# icd 9 code-how would you



## arizona1 (Jun 16, 2010)

how would you code Hepatitis C, genotype 1A
doesn't state acute or chronic and nothing in index for NOS. Which would I use
Thank you.


----------



## vj_tiwari (Jun 17, 2010)

Hey,

I think 070.70 is appropriate code for this condition.

*Hepatitis C* is an infectious disease affecting the liver, caused by the hepatitis C virus (HCV).[1] The infection is often asymptomatic, but once established, chronic infection can progress to scarring of the liver (fibrosis), and advanced scarring (cirrhosis) which is generally apparent after many years.

*Genotype patterns*

It is believed that theHhepatitis C virus has evolved over a period of several thousand years.
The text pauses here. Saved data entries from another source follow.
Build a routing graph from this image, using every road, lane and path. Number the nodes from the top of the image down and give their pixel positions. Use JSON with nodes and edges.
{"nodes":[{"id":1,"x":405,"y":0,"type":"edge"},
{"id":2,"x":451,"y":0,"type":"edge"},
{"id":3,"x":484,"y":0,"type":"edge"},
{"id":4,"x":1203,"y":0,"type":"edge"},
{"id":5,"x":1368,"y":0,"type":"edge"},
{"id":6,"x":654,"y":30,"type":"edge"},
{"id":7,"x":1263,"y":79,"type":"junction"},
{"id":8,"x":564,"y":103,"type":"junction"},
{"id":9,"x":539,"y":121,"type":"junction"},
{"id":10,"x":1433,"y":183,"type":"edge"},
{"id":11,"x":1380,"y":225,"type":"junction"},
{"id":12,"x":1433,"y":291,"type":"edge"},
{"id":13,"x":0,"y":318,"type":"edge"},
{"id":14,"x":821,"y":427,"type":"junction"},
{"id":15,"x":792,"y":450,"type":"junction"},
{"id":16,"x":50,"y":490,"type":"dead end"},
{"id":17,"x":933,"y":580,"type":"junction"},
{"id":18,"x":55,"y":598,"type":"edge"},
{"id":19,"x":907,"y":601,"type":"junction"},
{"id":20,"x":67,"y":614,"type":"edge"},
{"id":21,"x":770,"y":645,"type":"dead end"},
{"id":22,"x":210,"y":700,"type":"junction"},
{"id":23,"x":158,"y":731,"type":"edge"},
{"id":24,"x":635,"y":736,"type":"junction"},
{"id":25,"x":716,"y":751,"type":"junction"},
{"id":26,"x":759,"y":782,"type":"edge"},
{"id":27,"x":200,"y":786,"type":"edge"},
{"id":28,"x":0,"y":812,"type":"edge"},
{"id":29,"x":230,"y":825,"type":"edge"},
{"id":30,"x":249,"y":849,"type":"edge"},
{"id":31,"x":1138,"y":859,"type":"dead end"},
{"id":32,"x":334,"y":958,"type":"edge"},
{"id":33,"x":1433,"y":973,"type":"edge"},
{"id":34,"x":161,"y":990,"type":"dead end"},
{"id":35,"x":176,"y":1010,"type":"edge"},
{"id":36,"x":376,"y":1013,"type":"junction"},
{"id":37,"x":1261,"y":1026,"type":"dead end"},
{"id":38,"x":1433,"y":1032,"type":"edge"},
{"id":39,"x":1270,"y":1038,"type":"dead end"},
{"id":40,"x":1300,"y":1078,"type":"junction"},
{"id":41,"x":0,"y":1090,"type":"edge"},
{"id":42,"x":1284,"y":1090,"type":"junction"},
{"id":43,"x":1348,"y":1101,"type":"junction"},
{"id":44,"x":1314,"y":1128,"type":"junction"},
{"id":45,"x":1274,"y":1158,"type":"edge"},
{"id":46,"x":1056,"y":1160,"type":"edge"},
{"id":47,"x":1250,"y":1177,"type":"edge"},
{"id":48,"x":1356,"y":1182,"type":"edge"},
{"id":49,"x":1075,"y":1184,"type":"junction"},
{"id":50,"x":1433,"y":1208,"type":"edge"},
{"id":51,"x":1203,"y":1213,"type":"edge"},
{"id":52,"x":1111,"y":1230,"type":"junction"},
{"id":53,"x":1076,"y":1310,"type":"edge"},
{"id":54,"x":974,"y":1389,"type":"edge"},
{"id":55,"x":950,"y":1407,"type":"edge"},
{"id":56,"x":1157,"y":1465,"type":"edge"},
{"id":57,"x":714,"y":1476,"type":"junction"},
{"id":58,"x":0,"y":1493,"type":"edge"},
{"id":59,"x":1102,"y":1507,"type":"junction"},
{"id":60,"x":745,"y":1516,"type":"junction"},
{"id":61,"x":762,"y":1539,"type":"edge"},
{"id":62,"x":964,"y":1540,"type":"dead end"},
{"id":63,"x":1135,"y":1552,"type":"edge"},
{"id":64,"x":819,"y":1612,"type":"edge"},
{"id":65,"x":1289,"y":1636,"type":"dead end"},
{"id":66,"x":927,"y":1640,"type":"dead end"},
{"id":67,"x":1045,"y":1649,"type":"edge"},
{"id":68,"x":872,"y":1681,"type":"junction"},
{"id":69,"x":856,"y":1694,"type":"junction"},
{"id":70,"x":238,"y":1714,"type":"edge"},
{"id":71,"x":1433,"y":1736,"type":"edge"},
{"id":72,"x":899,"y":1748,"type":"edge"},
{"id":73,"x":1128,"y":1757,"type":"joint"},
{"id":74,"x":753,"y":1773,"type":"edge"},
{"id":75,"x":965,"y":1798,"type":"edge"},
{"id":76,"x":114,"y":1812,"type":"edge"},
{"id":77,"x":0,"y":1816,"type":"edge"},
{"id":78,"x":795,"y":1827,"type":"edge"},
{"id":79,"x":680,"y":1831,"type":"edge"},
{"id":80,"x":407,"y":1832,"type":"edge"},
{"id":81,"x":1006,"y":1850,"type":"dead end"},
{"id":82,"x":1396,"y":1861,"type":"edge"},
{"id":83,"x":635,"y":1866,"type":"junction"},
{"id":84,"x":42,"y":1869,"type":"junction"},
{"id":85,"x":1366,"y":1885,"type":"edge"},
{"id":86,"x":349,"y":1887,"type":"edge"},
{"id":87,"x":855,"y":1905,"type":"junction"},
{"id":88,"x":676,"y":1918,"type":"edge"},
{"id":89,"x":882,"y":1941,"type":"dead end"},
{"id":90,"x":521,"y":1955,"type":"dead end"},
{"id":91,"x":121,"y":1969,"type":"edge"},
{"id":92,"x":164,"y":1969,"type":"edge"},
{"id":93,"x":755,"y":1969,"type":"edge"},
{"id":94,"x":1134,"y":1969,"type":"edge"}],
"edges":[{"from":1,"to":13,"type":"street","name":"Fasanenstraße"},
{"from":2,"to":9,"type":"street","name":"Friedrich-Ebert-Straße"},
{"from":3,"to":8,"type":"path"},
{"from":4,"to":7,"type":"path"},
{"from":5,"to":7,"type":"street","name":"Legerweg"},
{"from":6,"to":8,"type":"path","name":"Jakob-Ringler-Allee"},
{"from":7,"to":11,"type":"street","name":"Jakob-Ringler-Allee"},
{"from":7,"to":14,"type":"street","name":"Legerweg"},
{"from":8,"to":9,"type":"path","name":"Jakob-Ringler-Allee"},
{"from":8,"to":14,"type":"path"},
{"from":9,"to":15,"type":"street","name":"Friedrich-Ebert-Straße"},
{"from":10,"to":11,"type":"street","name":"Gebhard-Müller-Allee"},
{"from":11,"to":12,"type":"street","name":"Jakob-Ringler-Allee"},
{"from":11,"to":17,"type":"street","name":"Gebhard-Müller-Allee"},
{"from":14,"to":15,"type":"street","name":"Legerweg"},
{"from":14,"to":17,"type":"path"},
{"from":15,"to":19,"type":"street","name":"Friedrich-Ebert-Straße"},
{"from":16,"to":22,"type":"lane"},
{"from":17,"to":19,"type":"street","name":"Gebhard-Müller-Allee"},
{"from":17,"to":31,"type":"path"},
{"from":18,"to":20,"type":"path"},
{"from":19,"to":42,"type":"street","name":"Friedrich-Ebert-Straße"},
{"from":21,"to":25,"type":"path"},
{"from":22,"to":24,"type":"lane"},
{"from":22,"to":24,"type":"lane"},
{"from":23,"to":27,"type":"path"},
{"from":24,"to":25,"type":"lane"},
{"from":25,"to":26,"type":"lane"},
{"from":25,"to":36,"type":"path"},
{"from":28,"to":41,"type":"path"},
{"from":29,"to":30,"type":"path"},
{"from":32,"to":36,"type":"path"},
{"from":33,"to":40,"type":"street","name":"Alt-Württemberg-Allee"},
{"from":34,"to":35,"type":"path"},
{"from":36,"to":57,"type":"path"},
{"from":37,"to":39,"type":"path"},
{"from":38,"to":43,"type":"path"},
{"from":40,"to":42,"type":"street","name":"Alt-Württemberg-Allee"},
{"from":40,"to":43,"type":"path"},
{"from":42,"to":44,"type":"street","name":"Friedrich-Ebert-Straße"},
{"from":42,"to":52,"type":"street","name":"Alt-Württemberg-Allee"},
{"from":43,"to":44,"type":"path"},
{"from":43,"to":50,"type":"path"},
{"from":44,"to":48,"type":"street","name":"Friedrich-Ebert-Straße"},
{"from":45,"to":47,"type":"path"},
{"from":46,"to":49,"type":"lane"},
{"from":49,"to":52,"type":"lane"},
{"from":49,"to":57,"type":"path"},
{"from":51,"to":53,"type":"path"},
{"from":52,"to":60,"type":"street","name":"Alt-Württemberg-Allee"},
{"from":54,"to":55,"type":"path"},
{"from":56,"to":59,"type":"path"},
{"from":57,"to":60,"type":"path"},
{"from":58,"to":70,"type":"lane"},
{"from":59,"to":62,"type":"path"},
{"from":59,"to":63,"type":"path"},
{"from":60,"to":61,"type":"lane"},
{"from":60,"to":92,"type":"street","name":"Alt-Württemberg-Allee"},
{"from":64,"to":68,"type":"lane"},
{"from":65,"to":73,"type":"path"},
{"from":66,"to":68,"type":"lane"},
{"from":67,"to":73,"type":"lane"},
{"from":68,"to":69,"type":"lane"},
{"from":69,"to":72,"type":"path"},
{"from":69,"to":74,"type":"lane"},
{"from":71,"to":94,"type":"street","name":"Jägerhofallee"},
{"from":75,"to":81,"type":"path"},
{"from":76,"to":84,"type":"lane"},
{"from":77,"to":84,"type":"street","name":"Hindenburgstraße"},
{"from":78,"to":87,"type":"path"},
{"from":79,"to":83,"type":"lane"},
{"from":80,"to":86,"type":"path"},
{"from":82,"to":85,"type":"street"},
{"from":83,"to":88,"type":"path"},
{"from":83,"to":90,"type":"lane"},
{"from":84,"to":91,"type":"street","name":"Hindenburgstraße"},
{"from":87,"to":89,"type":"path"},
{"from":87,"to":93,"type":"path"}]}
This would explain the current general global patterns of genotypes and subtypes:

1a - mostly found in North & South America; also common in Australia
1b - mostly found in Europe and Asia.
2a - is the most common genotype 2 in Japan and China.
2b - is the most common genotype 2 in the U.S. and Northern Europe.
2c - the most common genotype 2 in Western and Southern Europe.
3a - highly prevalent here in Australia (40% of cases) and South Asia.
4a - highly prevalent in Egypt
4c - highly prevalent in Central Africa
5a - highly prevalent only in South Africa
6a - restricted to Hong Kong, Macau and Vietnam
7a and 7b - common in Thailand
8a, 8b & 9a - prevalent in Vietnam
10a & 11a - found in Indonesia.

Hope this helps! 

VJ.


----------



## arizona1 (Jun 17, 2010)

Thank you VJ. You are very helpful


----------